ENTRIES SUPPLIED
■ ■ ■ ■

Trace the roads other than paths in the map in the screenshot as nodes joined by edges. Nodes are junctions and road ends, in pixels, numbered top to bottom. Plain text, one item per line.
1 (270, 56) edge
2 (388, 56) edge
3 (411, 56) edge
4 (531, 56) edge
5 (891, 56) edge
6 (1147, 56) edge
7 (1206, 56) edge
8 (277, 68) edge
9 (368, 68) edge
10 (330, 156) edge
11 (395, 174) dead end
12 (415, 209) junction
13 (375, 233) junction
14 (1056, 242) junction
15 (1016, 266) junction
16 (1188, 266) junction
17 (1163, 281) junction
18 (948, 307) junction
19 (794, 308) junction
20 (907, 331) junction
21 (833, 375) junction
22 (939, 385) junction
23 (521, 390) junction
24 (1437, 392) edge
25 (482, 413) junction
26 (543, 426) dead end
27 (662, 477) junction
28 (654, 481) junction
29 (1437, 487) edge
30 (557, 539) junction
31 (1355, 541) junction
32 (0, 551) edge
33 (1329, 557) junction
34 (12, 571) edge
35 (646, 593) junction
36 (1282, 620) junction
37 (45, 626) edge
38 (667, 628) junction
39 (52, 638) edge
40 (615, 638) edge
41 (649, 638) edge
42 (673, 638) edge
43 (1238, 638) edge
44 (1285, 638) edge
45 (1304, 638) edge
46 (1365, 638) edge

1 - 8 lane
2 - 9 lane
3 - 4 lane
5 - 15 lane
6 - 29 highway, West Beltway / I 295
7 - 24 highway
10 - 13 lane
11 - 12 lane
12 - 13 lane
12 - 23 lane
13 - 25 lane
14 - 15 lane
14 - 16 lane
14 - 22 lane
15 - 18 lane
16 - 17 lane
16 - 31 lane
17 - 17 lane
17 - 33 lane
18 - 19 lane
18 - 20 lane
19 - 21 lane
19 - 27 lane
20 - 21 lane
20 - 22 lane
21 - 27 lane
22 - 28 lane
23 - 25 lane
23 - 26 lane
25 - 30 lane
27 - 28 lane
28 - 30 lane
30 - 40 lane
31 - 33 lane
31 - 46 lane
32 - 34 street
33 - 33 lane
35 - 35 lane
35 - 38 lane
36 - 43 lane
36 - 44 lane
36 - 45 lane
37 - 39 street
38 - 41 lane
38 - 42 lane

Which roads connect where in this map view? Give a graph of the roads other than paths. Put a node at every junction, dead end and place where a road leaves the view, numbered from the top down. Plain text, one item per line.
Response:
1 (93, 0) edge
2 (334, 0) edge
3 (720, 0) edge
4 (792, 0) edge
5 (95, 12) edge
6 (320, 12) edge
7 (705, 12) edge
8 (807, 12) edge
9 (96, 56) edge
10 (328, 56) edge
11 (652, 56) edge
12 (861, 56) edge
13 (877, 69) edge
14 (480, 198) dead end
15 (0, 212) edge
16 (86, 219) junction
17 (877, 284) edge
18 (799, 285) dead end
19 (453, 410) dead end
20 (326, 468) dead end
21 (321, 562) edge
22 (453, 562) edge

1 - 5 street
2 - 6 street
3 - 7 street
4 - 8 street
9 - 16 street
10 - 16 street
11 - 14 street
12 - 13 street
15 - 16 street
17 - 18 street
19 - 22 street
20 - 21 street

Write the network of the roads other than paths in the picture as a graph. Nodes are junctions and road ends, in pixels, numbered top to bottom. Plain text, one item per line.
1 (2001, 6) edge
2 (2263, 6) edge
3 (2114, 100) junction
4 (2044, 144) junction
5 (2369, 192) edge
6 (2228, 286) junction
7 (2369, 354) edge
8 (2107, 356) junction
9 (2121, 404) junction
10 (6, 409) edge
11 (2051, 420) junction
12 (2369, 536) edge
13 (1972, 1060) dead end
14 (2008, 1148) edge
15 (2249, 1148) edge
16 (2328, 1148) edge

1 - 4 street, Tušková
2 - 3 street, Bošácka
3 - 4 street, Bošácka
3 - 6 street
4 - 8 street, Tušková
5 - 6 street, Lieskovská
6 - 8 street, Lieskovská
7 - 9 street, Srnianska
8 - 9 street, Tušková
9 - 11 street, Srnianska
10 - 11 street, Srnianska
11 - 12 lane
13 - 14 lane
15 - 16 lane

■ ■ ■ ■

TASK
In full and without error, transcribe each of the entries.

RESULT BELOW
Trace the roads other than paths in the map in the screenshot as nodes joined by edges. Nodes are junctions and road ends, in pixels, numbered top to bottom. Plain text, one item per line.
1 (270, 56) edge
2 (388, 56) edge
3 (411, 56) edge
4 (531, 56) edge
5 (891, 56) edge
6 (1147, 56) edge
7 (1206, 56) edge
8 (277, 68) edge
9 (368, 68) edge
10 (330, 156) edge
11 (395, 174) dead end
12 (415, 209) junction
13 (375, 233) junction
14 (1056, 242) junction
15 (1016, 266) junction
16 (1188, 266) junction
17 (1163, 281) junction
18 (948, 307) junction
19 (794, 308) junction
20 (907, 331) junction
21 (833, 375) junction
22 (939, 385) junction
23 (521, 390) junction
24 (1437, 392) edge
25 (482, 413) junction
26 (543, 426) dead end
27 (662, 477) junction
28 (654, 481) junction
29 (1437, 487) edge
30 (557, 539) junction
31 (1355, 541) junction
32 (0, 551) edge
33 (1329, 557) junction
34 (12, 571) edge
35 (646, 593) junction
36 (1282, 620) junction
37 (45, 626) edge
38 (667, 628) junction
39 (52, 638) edge
40 (615, 638) edge
41 (649, 638) edge
42 (673, 638) edge
43 (1238, 638) edge
44 (1285, 638) edge
45 (1304, 638) edge
46 (1365, 638) edge

1 - 8 lane
2 - 9 lane
3 - 4 lane
5 - 15 lane
6 - 29 highway, West Beltway / I 295
7 - 24 highway
10 - 13 lane
11 - 12 lane
12 - 13 lane
12 - 23 lane
13 - 25 lane
14 - 15 lane
14 - 16 lane
14 - 22 lane
15 - 18 lane
16 - 17 lane
16 - 31 lane
17 - 17 lane
17 - 33 lane
18 - 19 lane
18 - 20 lane
19 - 21 lane
19 - 27 lane
20 - 21 lane
20 - 22 lane
21 - 27 lane
22 - 28 lane
23 - 25 lane
23 - 26 lane
25 - 30 lane
27 - 28 lane
28 - 30 lane
30 - 40 lane
31 - 33 lane
31 - 46 lane
32 - 34 street
33 - 33 lane
35 - 35 lane
35 - 38 lane
36 - 43 lane
36 - 44 lane
36 - 45 lane
37 - 39 street
38 - 41 lane
38 - 42 lane

Which roads connect where in this map view? Give a graph of the roads other than paths. Put a node at every junction, dead end and place where a road leaves the view, numbered from the top down. Plain text, one item per line.
Response:
1 (93, 0) edge
2 (334, 0) edge
3 (720, 0) edge
4 (792, 0) edge
5 (95, 12) edge
6 (320, 12) edge
7 (705, 12) edge
8 (807, 12) edge
9 (96, 56) edge
10 (328, 56) edge
11 (652, 56) edge
12 (861, 56) edge
13 (877, 69) edge
14 (480, 198) dead end
15 (0, 212) edge
16 (86, 219) junction
17 (877, 284) edge
18 (799, 285) dead end
19 (453, 410) dead end
20 (326, 468) dead end
21 (321, 562) edge
22 (453, 562) edge

1 - 5 street
2 - 6 street
3 - 7 street
4 - 8 street
9 - 16 street
10 - 16 street
11 - 14 street
12 - 13 street
15 - 16 street
17 - 18 street
19 - 22 street
20 - 21 street

Write the network of the roads other than paths in the picture as a graph. Nodes are junctions and road ends, in pixels, numbered top to bottom. Plain text, one item per line.
1 (2001, 6) edge
2 (2263, 6) edge
3 (2114, 100) junction
4 (2044, 144) junction
5 (2369, 192) edge
6 (2228, 286) junction
7 (2369, 354) edge
8 (2107, 356) junction
9 (2121, 404) junction
10 (6, 409) edge
11 (2051, 420) junction
12 (2369, 536) edge
13 (1972, 1060) dead end
14 (2008, 1148) edge
15 (2249, 1148) edge
16 (2328, 1148) edge

1 - 4 street, Tušková
2 - 3 street, Bošácka
3 - 4 street, Bošácka
3 - 6 street
4 - 8 street, Tušková
5 - 6 street, Lieskovská
6 - 8 street, Lieskovská
7 - 9 street, Srnianska
8 - 9 street, Tušková
9 - 11 street, Srnianska
10 - 11 street, Srnianska
11 - 12 lane
13 - 14 lane
15 - 16 lane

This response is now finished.